International Journal of Research and Scientific Innovation, 2024, vol. 11, issue 6, 210-229

Abstract: The study examined the effect of liquidity management on the financial performance of Nigerian consumer goods manufacturing firms. The study adopted an ex-post facto research design. The study depends wholly on secondary data collected from the annual report of 10 listed consumer goods manufacturing firms on the Nigerian Exchange Group (NEG) from 2018 to 2022. The dependent variable for the study is financial performance which was proxies as return on asset while the independent variables are cash and cash equivalent, cash conversion cycle, quick ratio, current ratio and working capital were as the dependent variable.
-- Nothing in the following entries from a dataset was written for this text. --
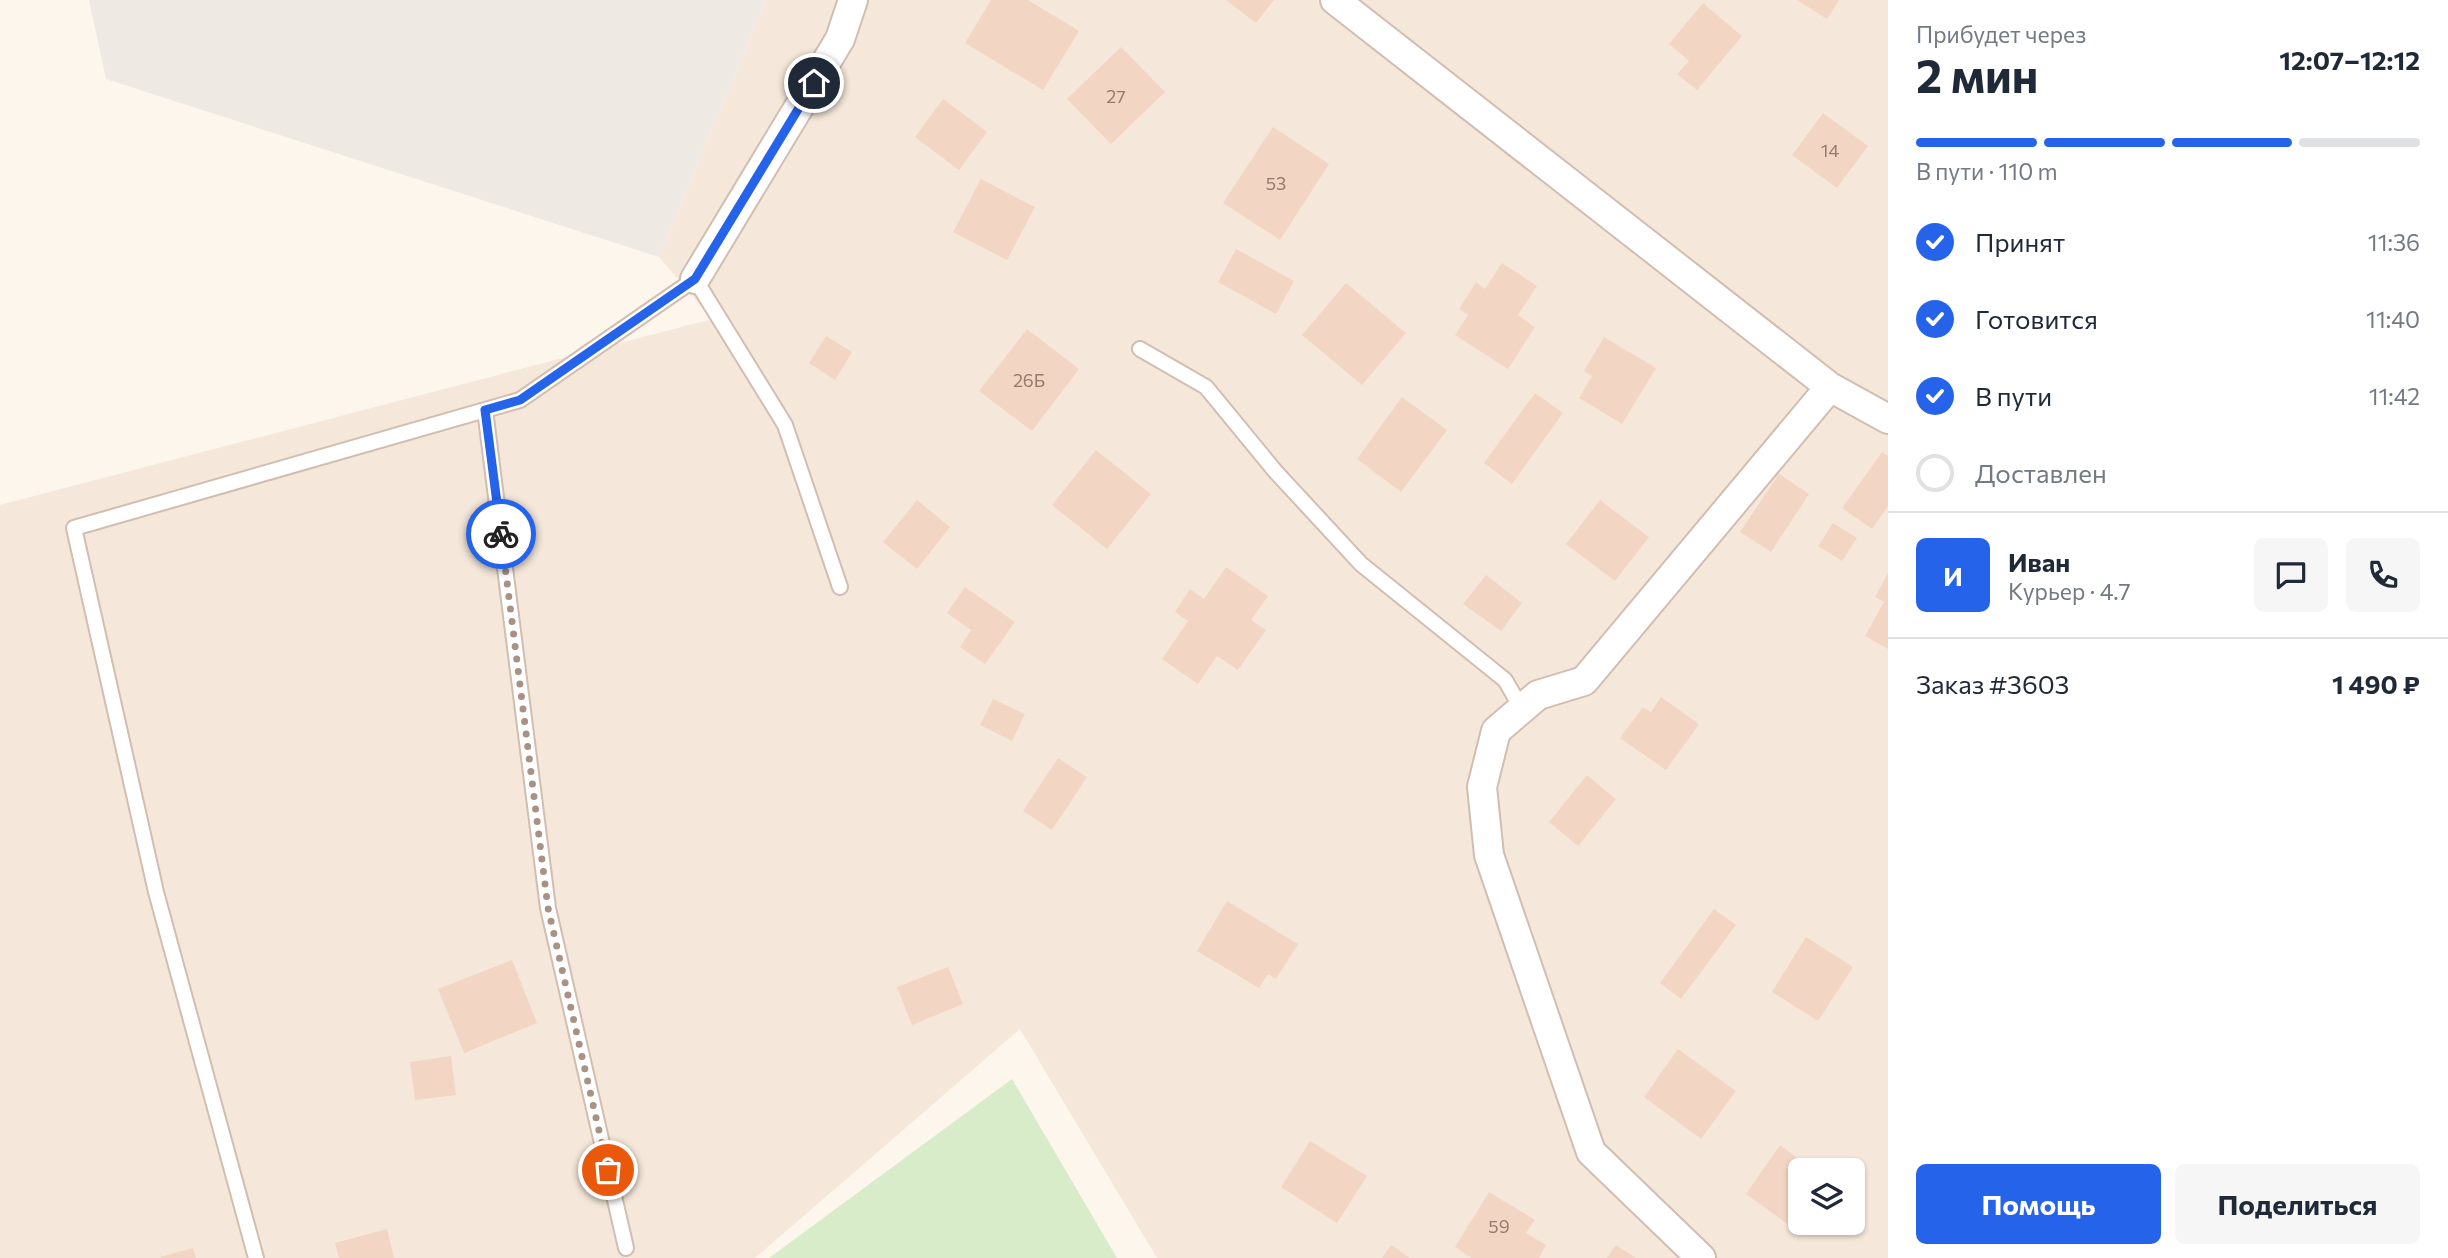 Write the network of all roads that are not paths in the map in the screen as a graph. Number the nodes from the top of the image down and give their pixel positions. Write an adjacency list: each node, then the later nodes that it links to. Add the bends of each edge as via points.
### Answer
1 (853, 0): 3 (street, via 841,39)
2 (1335, 0): 5 (street)
3 (695, 279): 6 (lane, via 520,400); 8 (lane, via 785,425)
4 (1140, 349): 9 (lane, via 1206,387 1361,564 1505,680)
5 (1830, 387): 7 (street); 9 (street, via 1584,681 1538,695)
6 (485, 410): 10 (lane, via 548,908); 11 (lane, via 74,528 156,892)
7 (1888, 419)
8 (841, 587)
9 (1522, 709): 12 (street, via 1496,731 1482,787 1489,855 1591,1152)
10 (626, 1248)
11 (256, 1258)
12 (1701, 1258) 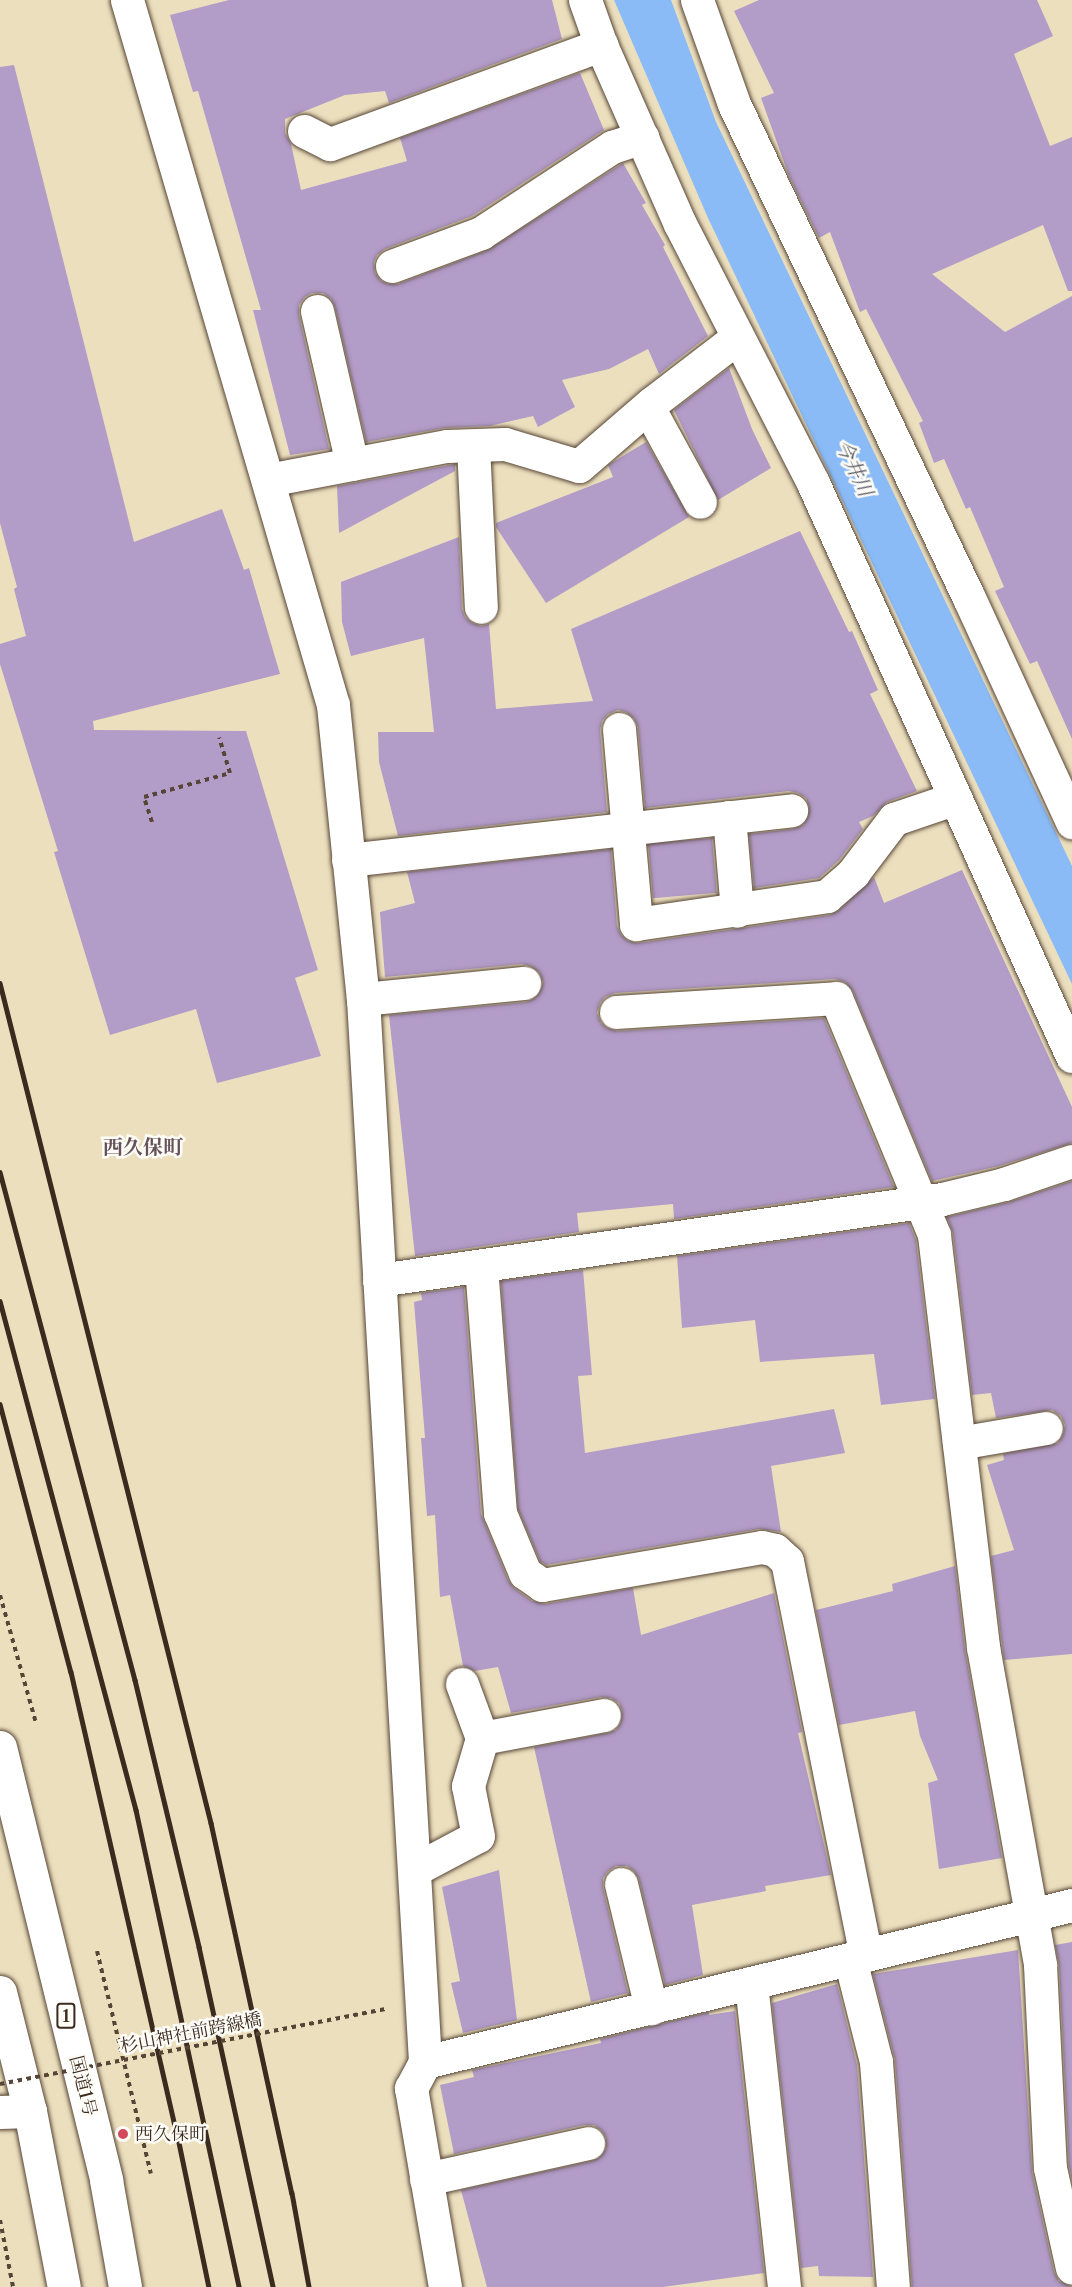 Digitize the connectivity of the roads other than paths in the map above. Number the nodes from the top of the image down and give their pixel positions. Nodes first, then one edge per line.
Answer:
1 (127, 0) edge
2 (585, 0) edge
3 (697, 0) edge
4 (601, 45) junction
5 (304, 131) dead end
6 (642, 137) junction
7 (392, 266) dead end
8 (317, 311) dead end
9 (738, 337) junction
10 (648, 407) junction
11 (473, 446) junction
12 (352, 464) junction
13 (267, 480) junction
14 (700, 502) dead end
15 (481, 607) dead end
16 (619, 729) dead end
17 (956, 798) junction
18 (791, 810) dead end
19 (729, 817) junction
20 (1072, 822) edge
21 (629, 829) junction
22 (348, 860) junction
23 (737, 911) junction
24 (524, 982) dead end
25 (363, 999) junction
26 (616, 1012) dead end
27 (1072, 1056) edge
28 (1072, 1161) edge
29 (919, 1202) junction
30 (481, 1266) junction
31 (380, 1280) junction
32 (1046, 1428) dead end
33 (959, 1443) junction
34 (462, 1684) dead end
35 (604, 1715) dead end
36 (482, 1738) junction
37 (0, 1747) edge
38 (414, 1870) junction
39 (621, 1884) dead end
40 (1072, 1905) edge
41 (1032, 1915) junction
42 (858, 1957) junction
43 (751, 1983) junction
44 (0, 1992) edge
45 (651, 2007) junction
46 (425, 2062) junction
47 (15, 2111) edge
48 (588, 2143) dead end
49 (426, 2179) junction
50 (1069, 2247) edge
51 (64, 2287) edge
52 (125, 2287) edge
53 (445, 2287) edge
54 (784, 2287) edge
55 (893, 2287) edge

1 - 13 main road
2 - 4 main road
3 - 20 main road
4 - 5 main road
4 - 6 main road
6 - 7 main road
6 - 9 main road
8 - 12 main road
9 - 10 main road
9 - 17 main road
10 - 11 main road
10 - 14 main road
11 - 12 main road
11 - 15 main road
12 - 13 main road
13 - 22 main road
16 - 21 main road
17 - 23 main road
17 - 27 main road
18 - 19 main road
19 - 21 main road
19 - 23 main road
21 - 22 main road
21 - 23 main road
22 - 25 main road
24 - 25 main road
25 - 31 main road
26 - 29 main road
28 - 29 main road
29 - 30 main road
29 - 33 main road
30 - 31 main road
30 - 42 main road
31 - 38 main road
32 - 33 main road
33 - 41 main road
34 - 36 main road
35 - 36 main road
36 - 38 main road
37 - 52 main road, 国道1号 / 1
38 - 46 main road
39 - 45 main road
40 - 41 main road
41 - 42 main road
41 - 50 main road
42 - 43 main road
42 - 55 main road
43 - 45 main road
43 - 54 main road
44 - 47 main road
45 - 46 main road
46 - 49 main road
47 - 51 main road
48 - 49 main road
49 - 53 main road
Panel analysis was used in the study. E-views 12 statistical package was used to analyze the data. The study discovered that cash and cash equivalents exert positive and significant impact on financial performance of consumer goods firms, that there is negative and significant relationship between cash conversion cycle and financial performance of consumer goods in Nigeria, that there is negative and no significant relationship between quick ratio and financial performance of consumer goods firms in Nigeria, that there is positive and significant impact of current ratio on financial performance of consumer goods firms in Nigeria, that there is positive and significant impact of working capital on financial performance of consumer goods firms in Nigeria. The study concluded that liquidity management significantly affects the financial performance of Nigerian consumer goods manufacturing firms. The study recommended that management reduce the magnitude at which they use up cash and its equivalent in settling their short-term obligations to improve their profitability.